Again, we need to transform text class labels into numeric labels. As far as I know this functionality is not implemented in scikit-learn yet, so you will need to write your own code. This thread describes some clever ways to do that, but for the purposes of this post the following one-liner should suffice:

y_multi = np.vstack((le.fit_transform(y2[:, i]) for i in range(y2.shape[1]))).T

The encoded labels look like this:

In [229]: y_multi Out[229]:  array([[1, 0],        [0, 2],        [2, 0],        [3, 1],        [0, 2],        [3, 0]], dtype=int64)

And the meaning of the values in each column can be inferred from the following arrays:

In [230]: le.fit(y2[:, 0]).classes_ Out[230]:  array(['C++', 'Java', 'Other language', 'Python'],        dtype='|S18')  In [231]: le.fit(y2[:, 1]).classes_ Out[231]:  array(['Computer Vision', 'Other Application', 'Speech Recognition'],        dtype='|S18')

100

answered Oct 15 '22 09:10

Tonechas

This is an extension to @tonechas answer.

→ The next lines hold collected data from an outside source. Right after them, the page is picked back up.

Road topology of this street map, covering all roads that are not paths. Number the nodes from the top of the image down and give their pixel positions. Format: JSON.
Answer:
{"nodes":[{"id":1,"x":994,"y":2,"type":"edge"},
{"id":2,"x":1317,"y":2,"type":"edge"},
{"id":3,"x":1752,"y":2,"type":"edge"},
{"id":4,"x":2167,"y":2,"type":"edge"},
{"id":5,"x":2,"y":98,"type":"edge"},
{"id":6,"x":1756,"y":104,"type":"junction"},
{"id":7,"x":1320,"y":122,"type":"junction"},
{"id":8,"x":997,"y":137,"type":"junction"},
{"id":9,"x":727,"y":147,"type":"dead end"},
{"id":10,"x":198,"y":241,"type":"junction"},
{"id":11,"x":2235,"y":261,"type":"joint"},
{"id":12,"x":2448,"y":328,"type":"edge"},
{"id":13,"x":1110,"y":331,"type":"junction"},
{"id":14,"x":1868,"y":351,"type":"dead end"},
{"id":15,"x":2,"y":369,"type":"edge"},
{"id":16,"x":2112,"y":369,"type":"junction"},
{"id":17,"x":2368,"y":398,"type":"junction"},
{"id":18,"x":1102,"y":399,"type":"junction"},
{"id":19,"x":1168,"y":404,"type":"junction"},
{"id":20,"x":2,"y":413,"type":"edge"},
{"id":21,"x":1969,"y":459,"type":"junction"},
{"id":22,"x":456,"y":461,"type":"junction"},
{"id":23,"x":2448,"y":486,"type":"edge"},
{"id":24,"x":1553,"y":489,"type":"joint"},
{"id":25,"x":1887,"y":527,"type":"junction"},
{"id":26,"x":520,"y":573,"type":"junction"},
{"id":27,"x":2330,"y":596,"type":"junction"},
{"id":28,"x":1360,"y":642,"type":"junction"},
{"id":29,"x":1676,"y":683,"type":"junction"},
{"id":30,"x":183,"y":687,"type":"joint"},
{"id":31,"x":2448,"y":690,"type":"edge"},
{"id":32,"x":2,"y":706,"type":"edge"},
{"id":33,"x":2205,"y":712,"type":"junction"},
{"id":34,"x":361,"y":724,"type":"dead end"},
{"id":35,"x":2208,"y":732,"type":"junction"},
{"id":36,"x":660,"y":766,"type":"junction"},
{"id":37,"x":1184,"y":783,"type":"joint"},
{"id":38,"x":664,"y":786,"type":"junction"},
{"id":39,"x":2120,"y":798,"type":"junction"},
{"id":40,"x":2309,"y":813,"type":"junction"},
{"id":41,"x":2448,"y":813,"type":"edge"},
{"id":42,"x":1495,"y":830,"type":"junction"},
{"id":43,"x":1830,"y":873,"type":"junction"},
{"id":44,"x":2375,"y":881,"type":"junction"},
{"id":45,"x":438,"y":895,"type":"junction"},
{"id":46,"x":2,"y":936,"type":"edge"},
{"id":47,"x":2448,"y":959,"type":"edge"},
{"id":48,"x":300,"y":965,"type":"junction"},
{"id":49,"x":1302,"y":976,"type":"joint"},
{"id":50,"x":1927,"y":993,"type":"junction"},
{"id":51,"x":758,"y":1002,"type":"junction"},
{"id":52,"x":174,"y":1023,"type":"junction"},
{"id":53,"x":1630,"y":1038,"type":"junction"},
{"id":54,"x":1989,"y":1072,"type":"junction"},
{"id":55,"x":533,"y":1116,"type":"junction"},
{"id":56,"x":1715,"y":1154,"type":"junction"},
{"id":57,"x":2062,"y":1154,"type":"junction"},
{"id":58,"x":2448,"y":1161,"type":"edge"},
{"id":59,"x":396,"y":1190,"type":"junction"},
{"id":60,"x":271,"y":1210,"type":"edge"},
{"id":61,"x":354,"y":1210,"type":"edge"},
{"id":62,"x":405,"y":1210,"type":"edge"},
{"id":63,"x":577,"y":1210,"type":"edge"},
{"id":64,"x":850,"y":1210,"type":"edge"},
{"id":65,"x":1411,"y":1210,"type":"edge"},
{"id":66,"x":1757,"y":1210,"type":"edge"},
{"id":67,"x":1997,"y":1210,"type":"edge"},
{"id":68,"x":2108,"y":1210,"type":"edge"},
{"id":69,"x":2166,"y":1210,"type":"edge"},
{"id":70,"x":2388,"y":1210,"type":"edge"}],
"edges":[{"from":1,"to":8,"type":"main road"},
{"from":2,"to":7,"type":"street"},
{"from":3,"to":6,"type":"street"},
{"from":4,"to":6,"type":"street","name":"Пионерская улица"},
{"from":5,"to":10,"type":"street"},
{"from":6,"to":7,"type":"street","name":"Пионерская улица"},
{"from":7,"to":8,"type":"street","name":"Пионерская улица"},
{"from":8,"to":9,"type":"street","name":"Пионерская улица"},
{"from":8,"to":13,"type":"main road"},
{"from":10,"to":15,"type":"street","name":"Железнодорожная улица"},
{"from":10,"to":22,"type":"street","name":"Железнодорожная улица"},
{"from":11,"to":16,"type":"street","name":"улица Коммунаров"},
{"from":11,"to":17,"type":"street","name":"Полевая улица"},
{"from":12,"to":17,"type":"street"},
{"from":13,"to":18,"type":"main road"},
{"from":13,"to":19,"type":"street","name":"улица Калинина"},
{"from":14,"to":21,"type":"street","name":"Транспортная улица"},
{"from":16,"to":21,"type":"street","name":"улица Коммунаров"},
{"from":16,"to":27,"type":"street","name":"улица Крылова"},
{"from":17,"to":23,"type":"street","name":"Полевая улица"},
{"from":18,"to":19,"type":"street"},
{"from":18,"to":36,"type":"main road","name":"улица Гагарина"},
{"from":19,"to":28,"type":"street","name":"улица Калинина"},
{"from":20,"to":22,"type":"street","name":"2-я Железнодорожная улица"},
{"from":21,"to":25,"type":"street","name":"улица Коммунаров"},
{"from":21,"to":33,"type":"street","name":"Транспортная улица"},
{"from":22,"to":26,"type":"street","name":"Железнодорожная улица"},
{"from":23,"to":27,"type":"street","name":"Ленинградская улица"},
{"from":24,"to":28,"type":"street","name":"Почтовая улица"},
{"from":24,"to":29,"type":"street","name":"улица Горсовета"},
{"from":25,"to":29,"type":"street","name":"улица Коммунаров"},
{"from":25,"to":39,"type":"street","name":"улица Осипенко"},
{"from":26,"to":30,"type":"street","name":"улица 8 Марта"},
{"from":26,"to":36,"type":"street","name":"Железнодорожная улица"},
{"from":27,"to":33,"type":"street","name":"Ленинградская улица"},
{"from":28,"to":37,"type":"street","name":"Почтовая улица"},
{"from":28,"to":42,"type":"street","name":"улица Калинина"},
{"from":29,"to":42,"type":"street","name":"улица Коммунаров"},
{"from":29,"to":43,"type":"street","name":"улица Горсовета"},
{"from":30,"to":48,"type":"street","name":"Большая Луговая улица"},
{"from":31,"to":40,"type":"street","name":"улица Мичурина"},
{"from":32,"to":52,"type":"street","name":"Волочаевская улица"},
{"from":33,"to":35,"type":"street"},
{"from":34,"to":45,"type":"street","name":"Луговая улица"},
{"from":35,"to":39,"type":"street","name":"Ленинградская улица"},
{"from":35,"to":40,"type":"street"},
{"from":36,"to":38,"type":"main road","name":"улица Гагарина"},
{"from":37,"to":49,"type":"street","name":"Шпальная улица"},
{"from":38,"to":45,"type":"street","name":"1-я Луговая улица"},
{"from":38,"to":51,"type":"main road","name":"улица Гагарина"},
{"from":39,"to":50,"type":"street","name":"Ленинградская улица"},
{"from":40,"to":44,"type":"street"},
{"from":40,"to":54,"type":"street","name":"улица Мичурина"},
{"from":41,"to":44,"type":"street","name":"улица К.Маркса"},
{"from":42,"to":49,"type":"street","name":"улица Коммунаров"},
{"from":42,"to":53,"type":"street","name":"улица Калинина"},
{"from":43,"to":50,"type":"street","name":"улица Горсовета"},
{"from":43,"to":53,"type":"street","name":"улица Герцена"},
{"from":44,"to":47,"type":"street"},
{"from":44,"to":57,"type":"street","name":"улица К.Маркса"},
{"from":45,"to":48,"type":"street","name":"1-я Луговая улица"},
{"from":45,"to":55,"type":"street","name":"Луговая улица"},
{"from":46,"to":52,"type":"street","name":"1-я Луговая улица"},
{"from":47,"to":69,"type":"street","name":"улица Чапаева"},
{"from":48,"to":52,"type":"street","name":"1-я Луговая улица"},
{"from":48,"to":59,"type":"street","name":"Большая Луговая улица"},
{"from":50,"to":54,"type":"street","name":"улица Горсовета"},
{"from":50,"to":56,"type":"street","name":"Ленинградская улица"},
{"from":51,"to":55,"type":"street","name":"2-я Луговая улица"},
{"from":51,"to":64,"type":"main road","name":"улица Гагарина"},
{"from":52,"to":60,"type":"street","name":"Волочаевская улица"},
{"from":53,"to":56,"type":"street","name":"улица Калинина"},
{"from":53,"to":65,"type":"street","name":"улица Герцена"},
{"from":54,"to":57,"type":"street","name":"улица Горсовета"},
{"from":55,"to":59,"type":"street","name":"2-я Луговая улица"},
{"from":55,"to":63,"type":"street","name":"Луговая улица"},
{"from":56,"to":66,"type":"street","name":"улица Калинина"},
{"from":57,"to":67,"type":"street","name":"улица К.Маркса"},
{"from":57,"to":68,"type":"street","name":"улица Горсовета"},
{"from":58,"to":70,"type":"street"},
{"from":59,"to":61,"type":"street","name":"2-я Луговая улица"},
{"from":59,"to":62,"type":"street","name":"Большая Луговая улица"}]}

Read that answer before reading this. OVR supports Multilabel only when each label is a binary label/ class (also called binary multi-label) i.e., either the sample belongs to that label or doesn't. It will not work when the target is multioutput (also called multi-class multi-label) i.e. when each sample can belong to any one class within a label. For the later case, you need to use sklearn Multioutput classifier.

In otherwords, sklearn OVR does not work when your target variable looks like this,

y_true = np.arr([[2, 1, 0],                  [0, 2, 1],                  [1, 2, 4]])

where label1 has 4 classes [0, 1, 2, 3]; label2 has 3 classes [0, 1, 2]; label3 has 5 classes [0, 1, 2 , 3, 4]. Ex: The first sample belongs to class 2 in the label1, class 1 in label2, class 0 in label3. Think of it as the labels NOT being mutually exclusive while the classes within each label being mutually exclusive.

Sklearn OVR will work when,

y_true = np.arr([[0, 1, 1],                  [0, 0, 1],                  [1, 1, 0]])

where label1 labe2, label3 have only 2 classes each. So, a sample either belongs to that label or doesn't. Ex: The first sample belongs to label1 and label2.

I am sorry I couldn't find a real-world example for this kind of a usecase.